- _INSTRUCTIONS TO FOLLOW_:
Output the records that follow, with every character intact.

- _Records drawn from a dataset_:
.....
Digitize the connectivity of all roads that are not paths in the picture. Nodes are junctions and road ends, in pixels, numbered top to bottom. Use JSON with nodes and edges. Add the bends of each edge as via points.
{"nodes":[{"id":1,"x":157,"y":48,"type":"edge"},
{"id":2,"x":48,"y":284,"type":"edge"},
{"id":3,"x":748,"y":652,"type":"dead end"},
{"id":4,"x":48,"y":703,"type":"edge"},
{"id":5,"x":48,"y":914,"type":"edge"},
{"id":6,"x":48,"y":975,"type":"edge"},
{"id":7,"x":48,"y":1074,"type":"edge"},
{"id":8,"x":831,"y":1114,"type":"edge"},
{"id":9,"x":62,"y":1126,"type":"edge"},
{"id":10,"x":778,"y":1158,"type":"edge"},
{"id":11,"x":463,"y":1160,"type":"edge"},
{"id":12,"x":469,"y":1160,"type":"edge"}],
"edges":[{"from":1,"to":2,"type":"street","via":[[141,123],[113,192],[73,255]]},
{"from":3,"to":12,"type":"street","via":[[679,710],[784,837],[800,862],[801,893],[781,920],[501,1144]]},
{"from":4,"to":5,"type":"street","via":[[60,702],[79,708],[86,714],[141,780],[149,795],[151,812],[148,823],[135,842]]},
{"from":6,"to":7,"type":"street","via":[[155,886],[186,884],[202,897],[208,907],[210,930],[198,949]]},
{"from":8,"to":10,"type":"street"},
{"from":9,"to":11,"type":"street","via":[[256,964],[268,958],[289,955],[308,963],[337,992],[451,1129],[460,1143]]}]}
.....
- _RESPONSE AREA_:
Digitize the connectivity of all roads that are not paths in the picture. Nodes are junctions and road ends, in pixels, numbered top to bottom. Use JSON with nodes and edges. Add the bends of each edge as via points.
{"nodes":[{"id":1,"x":157,"y":48,"type":"edge"},
{"id":2,"x":48,"y":284,"type":"edge"},
{"id":3,"x":748,"y":652,"type":"dead end"},
{"id":4,"x":48,"y":703,"type":"edge"},
{"id":5,"x":48,"y":914,"type":"edge"},
{"id":6,"x":48,"y":975,"type":"edge"},
{"id":7,"x":48,"y":1074,"type":"edge"},
{"id":8,"x":831,"y":1114,"type":"edge"},
{"id":9,"x":62,"y":1126,"type":"edge"},
{"id":10,"x":778,"y":1158,"type":"edge"},
{"id":11,"x":463,"y":1160,"type":"edge"},
{"id":12,"x":469,"y":1160,"type":"edge"}],
"edges":[{"from":1,"to":2,"type":"street","via":[[141,123],[113,192],[73,255]]},
{"from":3,"to":12,"type":"street","via":[[679,710],[784,837],[800,862],[801,893],[781,920],[501,1144]]},
{"from":4,"to":5,"type":"street","via":[[60,702],[79,708],[86,714],[141,780],[149,795],[151,812],[148,823],[135,842]]},
{"from":6,"to":7,"type":"street","via":[[155,886],[186,884],[202,897],[208,907],[210,930],[198,949]]},
{"from":8,"to":10,"type":"street"},
{"from":9,"to":11,"type":"street","via":[[256,964],[268,958],[289,955],[308,963],[337,992],[451,1129],[460,1143]]}]}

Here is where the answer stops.